The Olympics may be over but there will be plenty of memories, not least of Bing Dwen Dwen the cuddly panda awarded to winning athletes on the medals podium and the official mascot of Beijing 2022.
An animated panda, named Bing Dwen Dwen, is selected as the official mascot for Beijing 2022 Winter Olympics
As the national animal of China, the giant panda has always attracted a lot of attention and not just at global sporting events. It is a favorite with visitors to zoos, has featured in numerous animated movies, and its consumption of bamboo is legendary.
Thanks to advancements in genomics, we know a tremendous amount about the giant panda. Bing Dwen Dwen’s ancestors date back more than 8 million years, and over that time developed from eating meat to eating bamboo (yes, giant pandas have not always eaten bamboo).
There are two main families of giant pandas, one is the Sichuan subspecies found in Sichuan, and the Qinling subspecies found in Shaanxi. Combined, the total number of the two families is more than 1,800. For many years giant pandas were considered as an endangered species, but through global captive-breeding programs their number has expanded and in the wild they have been conserved and protected by the designation of the Giant Panda National Park, covering 70% of the panda’s current habitat in Sichuan.
The Qinling subspecies
The Sichuan subspecies
While scientists could only speculate the evolutionary research based on fossils, the development of genomics has revealed the mysteries of giant pandas by analyzing their genome.
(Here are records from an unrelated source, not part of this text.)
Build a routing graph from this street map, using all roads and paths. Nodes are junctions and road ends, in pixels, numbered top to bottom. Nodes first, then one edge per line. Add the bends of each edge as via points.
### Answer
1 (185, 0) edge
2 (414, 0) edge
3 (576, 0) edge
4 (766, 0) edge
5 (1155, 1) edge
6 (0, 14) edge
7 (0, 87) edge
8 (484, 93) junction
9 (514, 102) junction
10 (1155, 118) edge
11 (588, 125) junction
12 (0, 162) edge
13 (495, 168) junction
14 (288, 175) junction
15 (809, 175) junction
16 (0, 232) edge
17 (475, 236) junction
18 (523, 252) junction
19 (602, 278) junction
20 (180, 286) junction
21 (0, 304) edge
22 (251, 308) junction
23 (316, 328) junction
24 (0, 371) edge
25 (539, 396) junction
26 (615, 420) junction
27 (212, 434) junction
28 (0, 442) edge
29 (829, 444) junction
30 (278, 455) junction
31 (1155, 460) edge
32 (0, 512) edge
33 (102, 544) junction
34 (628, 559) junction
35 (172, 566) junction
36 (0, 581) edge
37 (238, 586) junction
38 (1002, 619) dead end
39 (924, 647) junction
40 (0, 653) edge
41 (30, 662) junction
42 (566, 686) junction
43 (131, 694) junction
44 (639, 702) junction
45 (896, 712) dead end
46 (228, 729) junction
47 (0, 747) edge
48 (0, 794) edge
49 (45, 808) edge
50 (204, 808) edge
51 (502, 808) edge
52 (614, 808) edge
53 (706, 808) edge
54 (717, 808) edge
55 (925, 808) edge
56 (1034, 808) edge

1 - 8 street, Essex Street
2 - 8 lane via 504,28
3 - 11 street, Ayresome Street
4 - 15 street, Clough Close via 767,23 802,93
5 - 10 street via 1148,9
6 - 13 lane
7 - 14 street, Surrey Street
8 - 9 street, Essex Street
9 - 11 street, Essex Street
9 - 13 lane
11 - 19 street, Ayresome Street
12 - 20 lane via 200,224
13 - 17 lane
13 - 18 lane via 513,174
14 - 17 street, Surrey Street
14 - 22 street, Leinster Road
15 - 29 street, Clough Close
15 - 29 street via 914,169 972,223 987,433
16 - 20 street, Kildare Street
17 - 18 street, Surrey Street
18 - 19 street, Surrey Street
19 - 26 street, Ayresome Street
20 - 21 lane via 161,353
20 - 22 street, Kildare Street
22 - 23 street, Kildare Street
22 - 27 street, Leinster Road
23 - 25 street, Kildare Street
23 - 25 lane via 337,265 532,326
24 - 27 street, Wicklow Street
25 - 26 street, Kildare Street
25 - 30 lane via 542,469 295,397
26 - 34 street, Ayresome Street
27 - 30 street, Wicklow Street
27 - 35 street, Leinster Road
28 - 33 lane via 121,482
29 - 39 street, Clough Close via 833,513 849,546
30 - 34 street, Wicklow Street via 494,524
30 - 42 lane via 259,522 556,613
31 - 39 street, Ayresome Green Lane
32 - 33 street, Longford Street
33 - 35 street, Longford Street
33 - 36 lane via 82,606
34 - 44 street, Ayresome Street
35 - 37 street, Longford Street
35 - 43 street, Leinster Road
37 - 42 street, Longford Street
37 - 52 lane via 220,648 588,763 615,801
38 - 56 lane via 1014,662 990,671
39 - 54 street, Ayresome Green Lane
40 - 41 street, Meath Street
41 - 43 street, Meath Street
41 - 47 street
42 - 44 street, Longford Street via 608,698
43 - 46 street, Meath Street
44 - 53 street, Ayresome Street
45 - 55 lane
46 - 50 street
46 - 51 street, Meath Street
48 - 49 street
In 2010, the secret of the giant panda genome sequence was unraveled and published in the British journal Nature. The research was led by Shenzhen BGI Life Sciences Research Institute (“BGI-Research”), and the genome sequencing samples used were taken from the mascot "Jingjing" of the 2008 Beijing Olympics. Through this study, scientists not only provide new insight into their genomic basis of giant pandas eating bamboo, but also clarified the relationship between pandas and their closest relatives, bears.
Research on panda genome led by BGI-Research was published in Nature as cover story
With the giant panda's genome as a reference, three years later, BGI-Research and a research team from the Institute of Zoology at the Chinese Academy of Sciences successfully reconstructed the population history of the giant panda. They found that global climate change is the main factor affecting the fluctuation of the giant panda population, while our human activities have also impacted them. The research results were published in the journal Nature Genetics.
In September 2021, BGI-Research, together with Zhejiang University and the China Giant Panda Conservation Research Center and other institutions, released the chromosome-level ultra-high-quality genomes of two giant panda subspecies Qinling and Sichuan in Science Bulletin. For the first time, the genome of the Qinling giant panda was reported.
By comparing the genomes of the Qinling and Sichuan giant pandas, it was found that the siblings of the two families separated about 10,000 years ago. Some mutations in their genes were also found, causing their reproductive performance to decline relative to that of bears. To save more energy, the organ size of the giant panda is reduced in size when compared to other bears. By comparative genomic analysis, researchers also found that the hippo pathway may play important roles in controlling the reduced inner organ size of the giant panda.
Just like our humans, giant pandas also suffer from stomach-ache. Epidemiological studies have shown that ascariasis – parasitic worms -- is a common disease in giant pandas. In November 2021, BGI-Research and Northeast Forestry University jointly conducted an in-depth study of the genome of the giant panda roundworm to reveal the genetic basis to answer how these roundworms adapts the giant panda's stomach.
Researchers discovered that there are many genes in giant panda roundworms that can help them form thick skins, which help them escape from the powerful digestive system of giant pandas and are especially responsible for synthesizing many essential amino acids required by giant panda roundworms themselves. Through further analyzing the roundworm’s genes, scientists predicted more than 90 potential drug targets to help develop deworming drugs and cure giant pandas’ stomach pains. The related results were published in the journal Molecular Ecology Resources.
Currently, there are more than 600 giant pandas in captivity, and the wild population is constantly recovering. The endangered level of giant pandas has also been reduced from "endangered" to "vulnerable", which fully affirms the success of China’s protection of giant pandas and the support of countries around the world.
So, while the Olympic activities have ended, please don’t forget Bing Dwen Dwen and everything Bing Dwen Dwen symbolizes about giant pandas and their importance to China and the world.